▸ Task requirements
Every entry in the data is to be written out exactly; no picture belongs in the copy.

▸ Material shown
+---+
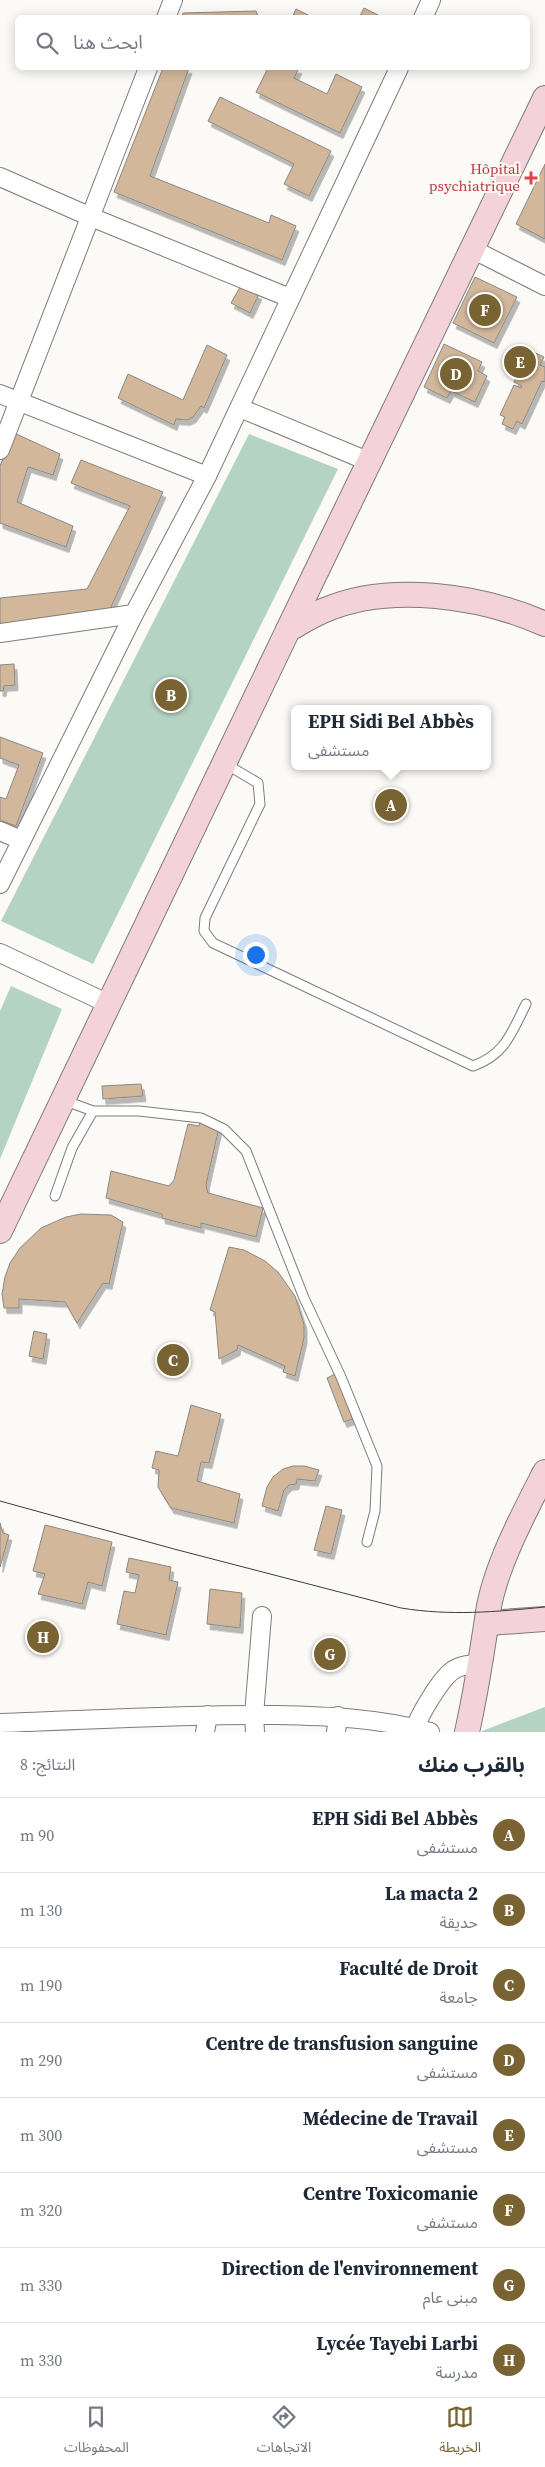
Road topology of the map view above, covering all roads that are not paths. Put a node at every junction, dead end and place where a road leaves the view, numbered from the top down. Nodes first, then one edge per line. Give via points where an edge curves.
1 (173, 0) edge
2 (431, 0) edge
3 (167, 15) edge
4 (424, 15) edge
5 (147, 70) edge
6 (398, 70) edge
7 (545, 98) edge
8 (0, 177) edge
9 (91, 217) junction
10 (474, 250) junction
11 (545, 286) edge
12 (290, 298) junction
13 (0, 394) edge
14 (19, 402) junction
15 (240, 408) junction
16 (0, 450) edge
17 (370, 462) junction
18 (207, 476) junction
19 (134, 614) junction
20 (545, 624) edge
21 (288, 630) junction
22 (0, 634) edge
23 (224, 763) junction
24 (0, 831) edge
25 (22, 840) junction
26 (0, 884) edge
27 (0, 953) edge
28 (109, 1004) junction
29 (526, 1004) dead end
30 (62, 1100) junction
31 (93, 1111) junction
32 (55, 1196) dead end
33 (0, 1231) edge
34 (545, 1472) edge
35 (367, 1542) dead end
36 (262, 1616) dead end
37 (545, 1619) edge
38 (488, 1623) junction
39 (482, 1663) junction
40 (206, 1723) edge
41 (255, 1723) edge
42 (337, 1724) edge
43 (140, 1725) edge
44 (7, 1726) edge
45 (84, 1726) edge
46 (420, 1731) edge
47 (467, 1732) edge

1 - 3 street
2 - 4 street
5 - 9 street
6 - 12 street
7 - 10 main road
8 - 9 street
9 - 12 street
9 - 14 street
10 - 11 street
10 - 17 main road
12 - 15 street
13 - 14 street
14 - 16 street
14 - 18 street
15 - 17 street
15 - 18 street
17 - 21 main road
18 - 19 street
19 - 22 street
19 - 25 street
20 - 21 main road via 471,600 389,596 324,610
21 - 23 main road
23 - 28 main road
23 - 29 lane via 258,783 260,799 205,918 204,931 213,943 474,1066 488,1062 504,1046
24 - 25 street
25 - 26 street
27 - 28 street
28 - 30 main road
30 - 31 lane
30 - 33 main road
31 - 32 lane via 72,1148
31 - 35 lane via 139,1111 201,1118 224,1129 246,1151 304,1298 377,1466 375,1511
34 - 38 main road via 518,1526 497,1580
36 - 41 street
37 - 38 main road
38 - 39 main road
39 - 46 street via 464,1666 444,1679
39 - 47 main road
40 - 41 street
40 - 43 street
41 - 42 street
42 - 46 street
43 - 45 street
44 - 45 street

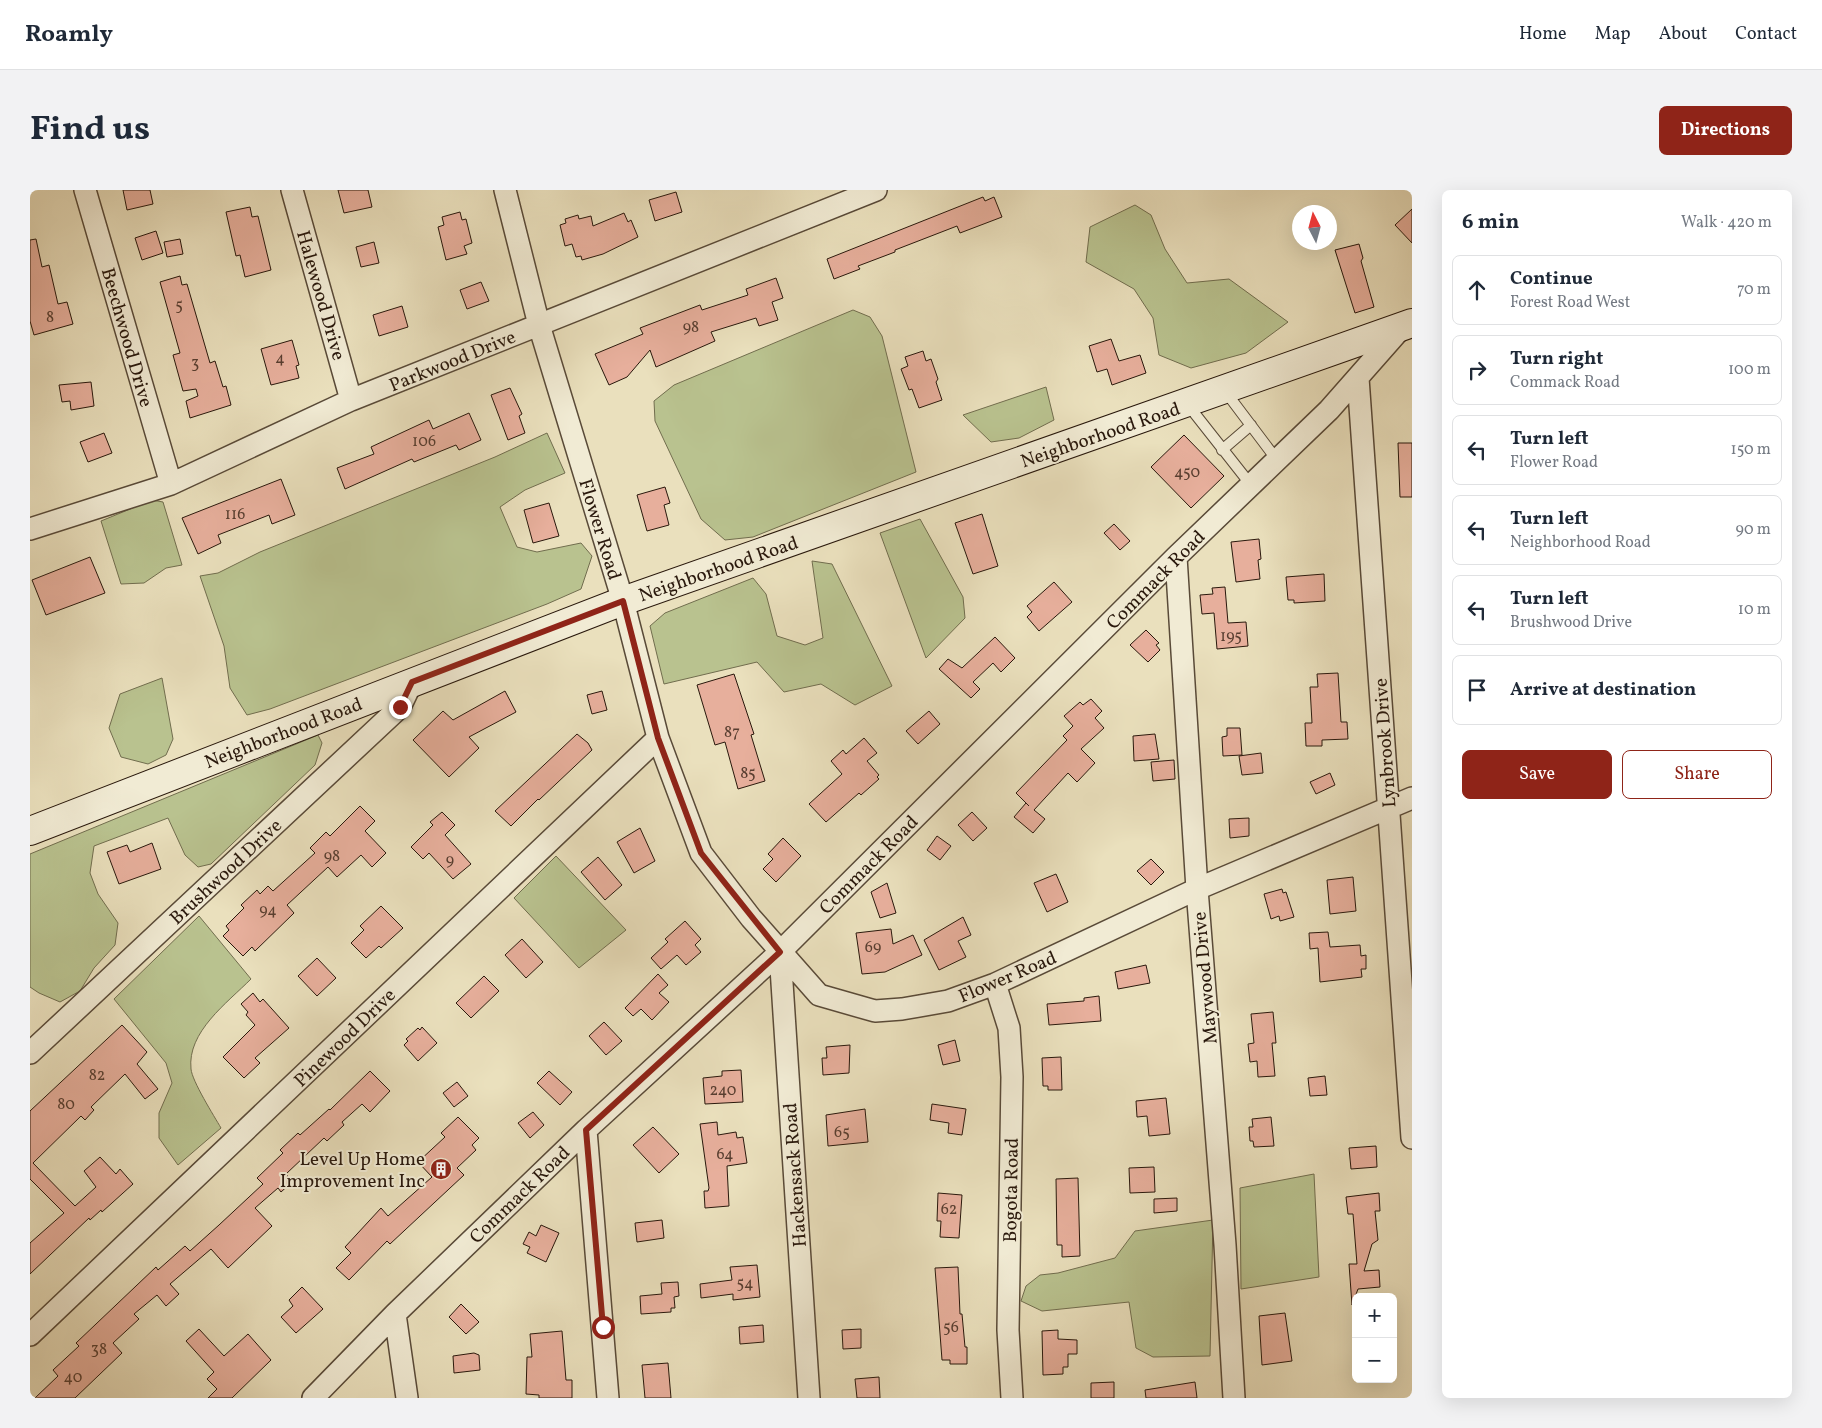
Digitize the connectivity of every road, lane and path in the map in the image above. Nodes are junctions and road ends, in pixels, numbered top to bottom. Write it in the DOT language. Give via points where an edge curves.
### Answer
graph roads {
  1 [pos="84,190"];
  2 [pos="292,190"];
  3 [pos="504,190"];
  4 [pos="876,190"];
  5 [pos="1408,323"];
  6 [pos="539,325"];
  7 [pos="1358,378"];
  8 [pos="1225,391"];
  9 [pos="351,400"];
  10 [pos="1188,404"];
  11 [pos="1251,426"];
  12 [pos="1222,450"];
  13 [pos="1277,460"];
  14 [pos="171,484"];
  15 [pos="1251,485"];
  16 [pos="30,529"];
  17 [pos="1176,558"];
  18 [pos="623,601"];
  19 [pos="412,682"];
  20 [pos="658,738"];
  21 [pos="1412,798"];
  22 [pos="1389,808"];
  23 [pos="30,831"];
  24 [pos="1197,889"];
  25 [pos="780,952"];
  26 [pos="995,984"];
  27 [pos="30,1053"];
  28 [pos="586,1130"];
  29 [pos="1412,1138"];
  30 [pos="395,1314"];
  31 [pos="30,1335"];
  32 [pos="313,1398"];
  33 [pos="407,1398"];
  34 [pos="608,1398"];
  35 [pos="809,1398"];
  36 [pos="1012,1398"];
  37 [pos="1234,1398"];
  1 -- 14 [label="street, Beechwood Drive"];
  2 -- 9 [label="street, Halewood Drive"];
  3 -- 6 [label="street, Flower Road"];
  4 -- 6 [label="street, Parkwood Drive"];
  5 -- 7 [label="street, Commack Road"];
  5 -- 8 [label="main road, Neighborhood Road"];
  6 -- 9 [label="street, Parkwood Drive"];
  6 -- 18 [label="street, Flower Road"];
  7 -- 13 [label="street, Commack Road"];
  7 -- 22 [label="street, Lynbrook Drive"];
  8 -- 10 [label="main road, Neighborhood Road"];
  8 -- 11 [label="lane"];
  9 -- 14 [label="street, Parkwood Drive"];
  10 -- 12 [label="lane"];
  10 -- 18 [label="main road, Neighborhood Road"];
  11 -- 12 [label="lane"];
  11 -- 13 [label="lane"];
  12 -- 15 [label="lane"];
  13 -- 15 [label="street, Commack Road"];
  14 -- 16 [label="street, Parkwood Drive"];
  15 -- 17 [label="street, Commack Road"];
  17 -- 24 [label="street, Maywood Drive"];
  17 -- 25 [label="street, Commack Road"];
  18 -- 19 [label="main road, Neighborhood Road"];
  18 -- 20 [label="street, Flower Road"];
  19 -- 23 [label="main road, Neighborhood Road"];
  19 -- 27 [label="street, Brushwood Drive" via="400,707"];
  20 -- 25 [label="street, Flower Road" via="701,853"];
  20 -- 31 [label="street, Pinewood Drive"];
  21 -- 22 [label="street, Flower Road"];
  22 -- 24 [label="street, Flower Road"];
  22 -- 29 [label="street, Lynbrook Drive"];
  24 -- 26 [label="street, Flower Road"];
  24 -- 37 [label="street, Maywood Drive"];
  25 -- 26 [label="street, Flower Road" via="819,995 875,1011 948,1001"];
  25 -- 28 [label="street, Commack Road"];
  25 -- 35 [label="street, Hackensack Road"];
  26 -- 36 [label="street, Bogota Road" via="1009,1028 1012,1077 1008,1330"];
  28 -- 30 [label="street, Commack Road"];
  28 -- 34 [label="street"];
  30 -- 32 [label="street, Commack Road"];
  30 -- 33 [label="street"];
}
+---+
▸ Task response
Road topology of the map view above, covering all roads that are not paths. Put a node at every junction, dead end and place where a road leaves the view, numbered from the top down. Nodes first, then one edge per line. Give via points where an edge curves.
1 (173, 0) edge
2 (431, 0) edge
3 (167, 15) edge
4 (424, 15) edge
5 (147, 70) edge
6 (398, 70) edge
7 (545, 98) edge
8 (0, 177) edge
9 (91, 217) junction
10 (474, 250) junction
11 (545, 286) edge
12 (290, 298) junction
13 (0, 394) edge
14 (19, 402) junction
15 (240, 408) junction
16 (0, 450) edge
17 (370, 462) junction
18 (207, 476) junction
19 (134, 614) junction
20 (545, 624) edge
21 (288, 630) junction
22 (0, 634) edge
23 (224, 763) junction
24 (0, 831) edge
25 (22, 840) junction
26 (0, 884) edge
27 (0, 953) edge
28 (109, 1004) junction
29 (526, 1004) dead end
30 (62, 1100) junction
31 (93, 1111) junction
32 (55, 1196) dead end
33 (0, 1231) edge
34 (545, 1472) edge
35 (367, 1542) dead end
36 (262, 1616) dead end
37 (545, 1619) edge
38 (488, 1623) junction
39 (482, 1663) junction
40 (206, 1723) edge
41 (255, 1723) edge
42 (337, 1724) edge
43 (140, 1725) edge
44 (7, 1726) edge
45 (84, 1726) edge
46 (420, 1731) edge
47 (467, 1732) edge

1 - 3 street
2 - 4 street
5 - 9 street
6 - 12 street
7 - 10 main road
8 - 9 street
9 - 12 street
9 - 14 street
10 - 11 street
10 - 17 main road
12 - 15 street
13 - 14 street
14 - 16 street
14 - 18 street
15 - 17 street
15 - 18 street
17 - 21 main road
18 - 19 street
19 - 22 street
19 - 25 street
20 - 21 main road via 471,600 389,596 324,610
21 - 23 main road
23 - 28 main road
23 - 29 lane via 258,783 260,799 205,918 204,931 213,943 474,1066 488,1062 504,1046
24 - 25 street
25 - 26 street
27 - 28 street
28 - 30 main road
30 - 31 lane
30 - 33 main road
31 - 32 lane via 72,1148
31 - 35 lane via 139,1111 201,1118 224,1129 246,1151 304,1298 377,1466 375,1511
34 - 38 main road via 518,1526 497,1580
36 - 41 street
37 - 38 main road
38 - 39 main road
39 - 46 street via 464,1666 444,1679
39 - 47 main road
40 - 41 street
40 - 43 street
41 - 42 street
42 - 46 street
43 - 45 street
44 - 45 street

Digitize the connectivity of every road, lane and path in the map in the image above. Nodes are junctions and road ends, in pixels, numbered top to bottom. Write it in the DOT language. Give via points where an edge curves.
### Answer
graph roads {
  1 [pos="84,190"];
  2 [pos="292,190"];
  3 [pos="504,190"];
  4 [pos="876,190"];
  5 [pos="1408,323"];
  6 [pos="539,325"];
  7 [pos="1358,378"];
  8 [pos="1225,391"];
  9 [pos="351,400"];
  10 [pos="1188,404"];
  11 [pos="1251,426"];
  12 [pos="1222,450"];
  13 [pos="1277,460"];
  14 [pos="171,484"];
  15 [pos="1251,485"];
  16 [pos="30,529"];
  17 [pos="1176,558"];
  18 [pos="623,601"];
  19 [pos="412,682"];
  20 [pos="658,738"];
  21 [pos="1412,798"];
  22 [pos="1389,808"];
  23 [pos="30,831"];
  24 [pos="1197,889"];
  25 [pos="780,952"];
  26 [pos="995,984"];
  27 [pos="30,1053"];
  28 [pos="586,1130"];
  29 [pos="1412,1138"];
  30 [pos="395,1314"];
  31 [pos="30,1335"];
  32 [pos="313,1398"];
  33 [pos="407,1398"];
  34 [pos="608,1398"];
  35 [pos="809,1398"];
  36 [pos="1012,1398"];
  37 [pos="1234,1398"];
  1 -- 14 [label="street, Beechwood Drive"];
  2 -- 9 [label="street, Halewood Drive"];
  3 -- 6 [label="street, Flower Road"];
  4 -- 6 [label="street, Parkwood Drive"];
  5 -- 7 [label="street, Commack Road"];
  5 -- 8 [label="main road, Neighborhood Road"];
  6 -- 9 [label="street, Parkwood Drive"];
  6 -- 18 [label="street, Flower Road"];
  7 -- 13 [label="street, Commack Road"];
  7 -- 22 [label="street, Lynbrook Drive"];
  8 -- 10 [label="main road, Neighborhood Road"];
  8 -- 11 [label="lane"];
  9 -- 14 [label="street, Parkwood Drive"];
  10 -- 12 [label="lane"];
  10 -- 18 [label="main road, Neighborhood Road"];
  11 -- 12 [label="lane"];
  11 -- 13 [label="lane"];
  12 -- 15 [label="lane"];
  13 -- 15 [label="street, Commack Road"];
  14 -- 16 [label="street, Parkwood Drive"];
  15 -- 17 [label="street, Commack Road"];
  17 -- 24 [label="street, Maywood Drive"];
  17 -- 25 [label="street, Commack Road"];
  18 -- 19 [label="main road, Neighborhood Road"];
  18 -- 20 [label="street, Flower Road"];
  19 -- 23 [label="main road, Neighborhood Road"];
  19 -- 27 [label="street, Brushwood Drive" via="400,707"];
  20 -- 25 [label="street, Flower Road" via="701,853"];
  20 -- 31 [label="street, Pinewood Drive"];
  21 -- 22 [label="street, Flower Road"];
  22 -- 24 [label="street, Flower Road"];
  22 -- 29 [label="street, Lynbrook Drive"];
  24 -- 26 [label="street, Flower Road"];
  24 -- 37 [label="street, Maywood Drive"];
  25 -- 26 [label="street, Flower Road" via="819,995 875,1011 948,1001"];
  25 -- 28 [label="street, Commack Road"];
  25 -- 35 [label="street, Hackensack Road"];
  26 -- 36 [label="street, Bogota Road" via="1009,1028 1012,1077 1008,1330"];
  28 -- 30 [label="street, Commack Road"];
  28 -- 34 [label="street"];
  30 -- 32 [label="street, Commack Road"];
  30 -- 33 [label="street"];
}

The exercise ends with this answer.